Below are some records; find each line that carries the word "include" and copy it.

───

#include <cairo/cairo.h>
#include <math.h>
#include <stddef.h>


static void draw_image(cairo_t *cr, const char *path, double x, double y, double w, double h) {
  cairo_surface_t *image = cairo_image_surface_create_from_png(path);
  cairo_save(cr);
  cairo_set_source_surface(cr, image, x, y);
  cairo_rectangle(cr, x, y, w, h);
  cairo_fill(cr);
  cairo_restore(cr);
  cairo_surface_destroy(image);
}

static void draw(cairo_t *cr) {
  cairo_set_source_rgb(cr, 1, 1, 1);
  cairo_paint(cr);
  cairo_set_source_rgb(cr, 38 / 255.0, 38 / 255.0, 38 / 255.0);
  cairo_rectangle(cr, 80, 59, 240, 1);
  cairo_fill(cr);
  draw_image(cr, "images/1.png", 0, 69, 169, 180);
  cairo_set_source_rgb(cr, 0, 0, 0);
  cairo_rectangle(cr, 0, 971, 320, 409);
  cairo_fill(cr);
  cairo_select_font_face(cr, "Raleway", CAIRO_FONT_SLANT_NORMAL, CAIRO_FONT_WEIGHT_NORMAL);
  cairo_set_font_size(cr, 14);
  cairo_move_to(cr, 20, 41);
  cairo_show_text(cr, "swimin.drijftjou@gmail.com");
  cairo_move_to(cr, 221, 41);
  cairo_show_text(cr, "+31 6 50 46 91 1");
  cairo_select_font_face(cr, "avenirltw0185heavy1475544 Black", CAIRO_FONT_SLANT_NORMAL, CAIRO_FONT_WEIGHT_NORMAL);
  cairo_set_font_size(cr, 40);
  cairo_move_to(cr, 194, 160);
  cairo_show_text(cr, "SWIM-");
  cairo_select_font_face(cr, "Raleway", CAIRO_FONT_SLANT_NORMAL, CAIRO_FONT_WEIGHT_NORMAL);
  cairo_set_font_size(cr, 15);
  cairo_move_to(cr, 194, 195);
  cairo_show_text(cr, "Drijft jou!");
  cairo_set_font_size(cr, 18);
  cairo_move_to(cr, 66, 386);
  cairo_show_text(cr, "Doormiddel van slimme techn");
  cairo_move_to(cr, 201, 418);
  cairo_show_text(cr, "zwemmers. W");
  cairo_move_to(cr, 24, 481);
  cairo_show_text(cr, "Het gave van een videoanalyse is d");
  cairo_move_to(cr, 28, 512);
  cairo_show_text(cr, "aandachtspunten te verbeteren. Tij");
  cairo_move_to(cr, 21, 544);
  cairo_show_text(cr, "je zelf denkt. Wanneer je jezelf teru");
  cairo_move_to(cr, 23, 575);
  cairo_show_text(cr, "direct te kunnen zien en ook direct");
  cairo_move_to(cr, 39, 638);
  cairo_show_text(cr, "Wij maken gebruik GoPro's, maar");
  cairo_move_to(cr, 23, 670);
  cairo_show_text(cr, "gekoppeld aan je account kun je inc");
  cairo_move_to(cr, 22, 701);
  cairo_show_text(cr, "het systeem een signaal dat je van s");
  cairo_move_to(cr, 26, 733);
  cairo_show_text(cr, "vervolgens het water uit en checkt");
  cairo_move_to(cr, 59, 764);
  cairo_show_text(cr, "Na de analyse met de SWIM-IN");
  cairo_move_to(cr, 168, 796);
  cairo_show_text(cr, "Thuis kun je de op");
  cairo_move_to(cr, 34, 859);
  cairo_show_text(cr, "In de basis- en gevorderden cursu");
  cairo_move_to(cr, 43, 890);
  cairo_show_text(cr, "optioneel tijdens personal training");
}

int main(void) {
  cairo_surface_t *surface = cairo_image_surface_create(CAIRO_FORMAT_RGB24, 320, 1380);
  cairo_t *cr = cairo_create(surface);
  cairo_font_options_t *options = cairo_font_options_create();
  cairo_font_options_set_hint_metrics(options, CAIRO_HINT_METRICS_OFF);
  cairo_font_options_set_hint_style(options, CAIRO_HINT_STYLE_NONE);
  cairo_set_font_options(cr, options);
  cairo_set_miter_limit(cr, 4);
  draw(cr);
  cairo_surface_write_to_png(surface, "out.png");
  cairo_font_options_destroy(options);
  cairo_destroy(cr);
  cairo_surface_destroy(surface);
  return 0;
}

───

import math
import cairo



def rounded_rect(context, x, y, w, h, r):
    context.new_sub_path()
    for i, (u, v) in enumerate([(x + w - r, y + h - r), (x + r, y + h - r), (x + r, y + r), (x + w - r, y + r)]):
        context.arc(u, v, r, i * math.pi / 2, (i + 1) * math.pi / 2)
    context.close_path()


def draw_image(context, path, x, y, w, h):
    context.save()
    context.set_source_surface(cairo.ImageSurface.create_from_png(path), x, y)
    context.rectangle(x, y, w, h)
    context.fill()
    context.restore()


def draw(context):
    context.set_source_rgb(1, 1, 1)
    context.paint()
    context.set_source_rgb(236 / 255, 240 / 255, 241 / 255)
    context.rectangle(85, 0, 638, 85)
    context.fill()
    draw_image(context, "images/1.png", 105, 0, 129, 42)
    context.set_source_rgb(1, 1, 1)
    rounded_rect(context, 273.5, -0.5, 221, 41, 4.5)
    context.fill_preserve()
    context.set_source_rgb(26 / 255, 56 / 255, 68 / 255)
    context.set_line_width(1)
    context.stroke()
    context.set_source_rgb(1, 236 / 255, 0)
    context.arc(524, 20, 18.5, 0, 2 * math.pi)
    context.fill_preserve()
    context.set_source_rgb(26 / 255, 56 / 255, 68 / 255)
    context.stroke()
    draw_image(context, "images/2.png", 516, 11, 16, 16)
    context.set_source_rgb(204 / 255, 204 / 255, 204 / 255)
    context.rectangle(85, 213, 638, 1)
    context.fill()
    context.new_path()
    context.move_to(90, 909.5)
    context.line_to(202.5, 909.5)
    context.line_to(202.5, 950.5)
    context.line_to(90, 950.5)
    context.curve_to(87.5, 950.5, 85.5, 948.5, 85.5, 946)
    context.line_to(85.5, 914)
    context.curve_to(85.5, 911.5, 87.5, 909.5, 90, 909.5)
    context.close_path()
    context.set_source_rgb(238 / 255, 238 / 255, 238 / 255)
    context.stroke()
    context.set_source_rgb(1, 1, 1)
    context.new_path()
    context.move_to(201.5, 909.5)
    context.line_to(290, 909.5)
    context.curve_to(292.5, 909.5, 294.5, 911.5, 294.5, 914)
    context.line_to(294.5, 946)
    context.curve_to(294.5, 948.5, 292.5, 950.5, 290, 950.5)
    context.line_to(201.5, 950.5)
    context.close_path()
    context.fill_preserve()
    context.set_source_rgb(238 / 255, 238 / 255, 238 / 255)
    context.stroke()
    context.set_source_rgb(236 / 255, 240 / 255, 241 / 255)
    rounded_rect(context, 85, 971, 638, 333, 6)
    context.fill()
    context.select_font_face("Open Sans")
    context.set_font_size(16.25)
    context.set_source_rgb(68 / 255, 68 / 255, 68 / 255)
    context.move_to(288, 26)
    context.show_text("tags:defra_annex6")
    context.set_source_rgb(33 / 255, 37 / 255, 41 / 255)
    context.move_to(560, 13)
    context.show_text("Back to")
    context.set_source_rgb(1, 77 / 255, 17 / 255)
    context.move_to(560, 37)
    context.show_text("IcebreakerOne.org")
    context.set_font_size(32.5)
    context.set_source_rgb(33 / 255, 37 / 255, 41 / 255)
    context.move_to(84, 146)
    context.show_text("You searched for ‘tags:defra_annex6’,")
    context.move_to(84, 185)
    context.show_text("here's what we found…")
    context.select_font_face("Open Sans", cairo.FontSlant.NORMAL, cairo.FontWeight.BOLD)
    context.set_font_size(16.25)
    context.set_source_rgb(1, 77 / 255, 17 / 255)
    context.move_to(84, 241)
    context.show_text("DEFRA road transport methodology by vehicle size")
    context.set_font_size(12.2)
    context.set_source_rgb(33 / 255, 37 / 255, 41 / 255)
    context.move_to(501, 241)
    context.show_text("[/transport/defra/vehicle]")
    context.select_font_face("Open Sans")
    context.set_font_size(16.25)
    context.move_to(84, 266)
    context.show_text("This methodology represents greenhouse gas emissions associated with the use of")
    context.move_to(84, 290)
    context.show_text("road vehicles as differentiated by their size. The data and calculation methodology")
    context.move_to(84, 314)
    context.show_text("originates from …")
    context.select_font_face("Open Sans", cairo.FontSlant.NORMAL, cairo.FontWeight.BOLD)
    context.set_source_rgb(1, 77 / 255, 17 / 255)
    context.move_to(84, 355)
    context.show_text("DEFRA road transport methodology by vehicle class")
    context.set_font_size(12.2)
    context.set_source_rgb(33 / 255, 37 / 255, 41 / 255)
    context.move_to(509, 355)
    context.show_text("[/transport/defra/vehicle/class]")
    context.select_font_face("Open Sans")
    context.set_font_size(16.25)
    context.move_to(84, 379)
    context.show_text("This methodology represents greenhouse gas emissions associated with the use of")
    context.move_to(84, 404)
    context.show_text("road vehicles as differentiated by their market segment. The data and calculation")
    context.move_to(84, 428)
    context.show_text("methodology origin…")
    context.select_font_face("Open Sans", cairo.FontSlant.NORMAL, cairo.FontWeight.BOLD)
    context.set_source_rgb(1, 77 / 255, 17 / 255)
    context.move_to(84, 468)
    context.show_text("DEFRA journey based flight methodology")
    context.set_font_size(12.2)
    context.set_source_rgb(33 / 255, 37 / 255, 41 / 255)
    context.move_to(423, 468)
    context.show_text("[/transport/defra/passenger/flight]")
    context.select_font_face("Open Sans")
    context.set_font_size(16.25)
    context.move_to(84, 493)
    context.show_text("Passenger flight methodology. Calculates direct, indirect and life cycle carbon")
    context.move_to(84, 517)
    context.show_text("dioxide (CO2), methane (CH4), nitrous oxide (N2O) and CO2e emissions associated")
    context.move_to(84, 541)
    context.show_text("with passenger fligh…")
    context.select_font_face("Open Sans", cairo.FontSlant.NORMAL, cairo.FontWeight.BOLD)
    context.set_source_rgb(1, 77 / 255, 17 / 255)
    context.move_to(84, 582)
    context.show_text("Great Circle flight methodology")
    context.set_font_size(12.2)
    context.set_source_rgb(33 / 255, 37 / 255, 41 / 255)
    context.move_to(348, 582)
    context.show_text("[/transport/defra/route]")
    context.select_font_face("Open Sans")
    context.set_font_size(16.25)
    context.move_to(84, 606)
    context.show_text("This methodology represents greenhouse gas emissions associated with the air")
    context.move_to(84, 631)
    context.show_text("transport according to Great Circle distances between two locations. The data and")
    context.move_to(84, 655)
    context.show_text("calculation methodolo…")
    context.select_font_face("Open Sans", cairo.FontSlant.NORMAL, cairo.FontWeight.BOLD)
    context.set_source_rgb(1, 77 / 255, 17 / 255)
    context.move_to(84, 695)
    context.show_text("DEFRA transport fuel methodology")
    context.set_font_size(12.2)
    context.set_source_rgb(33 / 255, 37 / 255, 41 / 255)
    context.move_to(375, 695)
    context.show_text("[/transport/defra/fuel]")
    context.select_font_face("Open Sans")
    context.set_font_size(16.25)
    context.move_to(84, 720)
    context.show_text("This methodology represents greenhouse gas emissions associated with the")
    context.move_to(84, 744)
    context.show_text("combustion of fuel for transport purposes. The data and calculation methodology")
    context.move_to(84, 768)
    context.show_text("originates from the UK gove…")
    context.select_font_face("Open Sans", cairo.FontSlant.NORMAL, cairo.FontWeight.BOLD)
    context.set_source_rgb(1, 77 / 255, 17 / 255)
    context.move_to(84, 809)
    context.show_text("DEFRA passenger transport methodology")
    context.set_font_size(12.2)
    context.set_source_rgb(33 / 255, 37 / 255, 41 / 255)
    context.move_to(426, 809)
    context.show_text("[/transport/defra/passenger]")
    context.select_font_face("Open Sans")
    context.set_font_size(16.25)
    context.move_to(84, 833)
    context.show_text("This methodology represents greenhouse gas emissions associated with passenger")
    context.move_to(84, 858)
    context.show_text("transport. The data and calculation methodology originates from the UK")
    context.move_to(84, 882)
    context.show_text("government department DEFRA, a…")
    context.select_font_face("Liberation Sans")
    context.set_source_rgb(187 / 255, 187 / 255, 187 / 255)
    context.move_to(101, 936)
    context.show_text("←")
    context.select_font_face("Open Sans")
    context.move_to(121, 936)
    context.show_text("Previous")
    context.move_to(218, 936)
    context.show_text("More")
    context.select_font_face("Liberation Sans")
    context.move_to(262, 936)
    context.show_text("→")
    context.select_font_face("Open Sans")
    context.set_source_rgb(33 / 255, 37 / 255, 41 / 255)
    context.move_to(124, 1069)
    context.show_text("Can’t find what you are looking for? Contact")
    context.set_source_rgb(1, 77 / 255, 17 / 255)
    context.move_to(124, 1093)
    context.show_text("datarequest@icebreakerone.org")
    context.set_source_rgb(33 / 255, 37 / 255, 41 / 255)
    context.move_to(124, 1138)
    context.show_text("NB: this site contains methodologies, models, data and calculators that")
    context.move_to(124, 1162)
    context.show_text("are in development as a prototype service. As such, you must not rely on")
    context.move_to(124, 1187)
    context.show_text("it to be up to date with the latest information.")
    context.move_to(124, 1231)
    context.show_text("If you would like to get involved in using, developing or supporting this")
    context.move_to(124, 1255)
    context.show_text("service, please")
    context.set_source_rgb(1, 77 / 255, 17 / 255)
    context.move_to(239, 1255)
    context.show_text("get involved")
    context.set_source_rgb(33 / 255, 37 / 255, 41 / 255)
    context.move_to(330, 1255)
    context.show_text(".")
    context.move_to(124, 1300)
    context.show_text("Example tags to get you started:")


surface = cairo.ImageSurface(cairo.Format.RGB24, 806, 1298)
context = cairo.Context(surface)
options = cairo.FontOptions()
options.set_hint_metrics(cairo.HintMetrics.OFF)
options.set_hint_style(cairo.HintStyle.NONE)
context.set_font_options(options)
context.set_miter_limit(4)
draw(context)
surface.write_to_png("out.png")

───

Written answer:
#include <cairo/cairo.h>
#include <math.h>
#include <stddef.h>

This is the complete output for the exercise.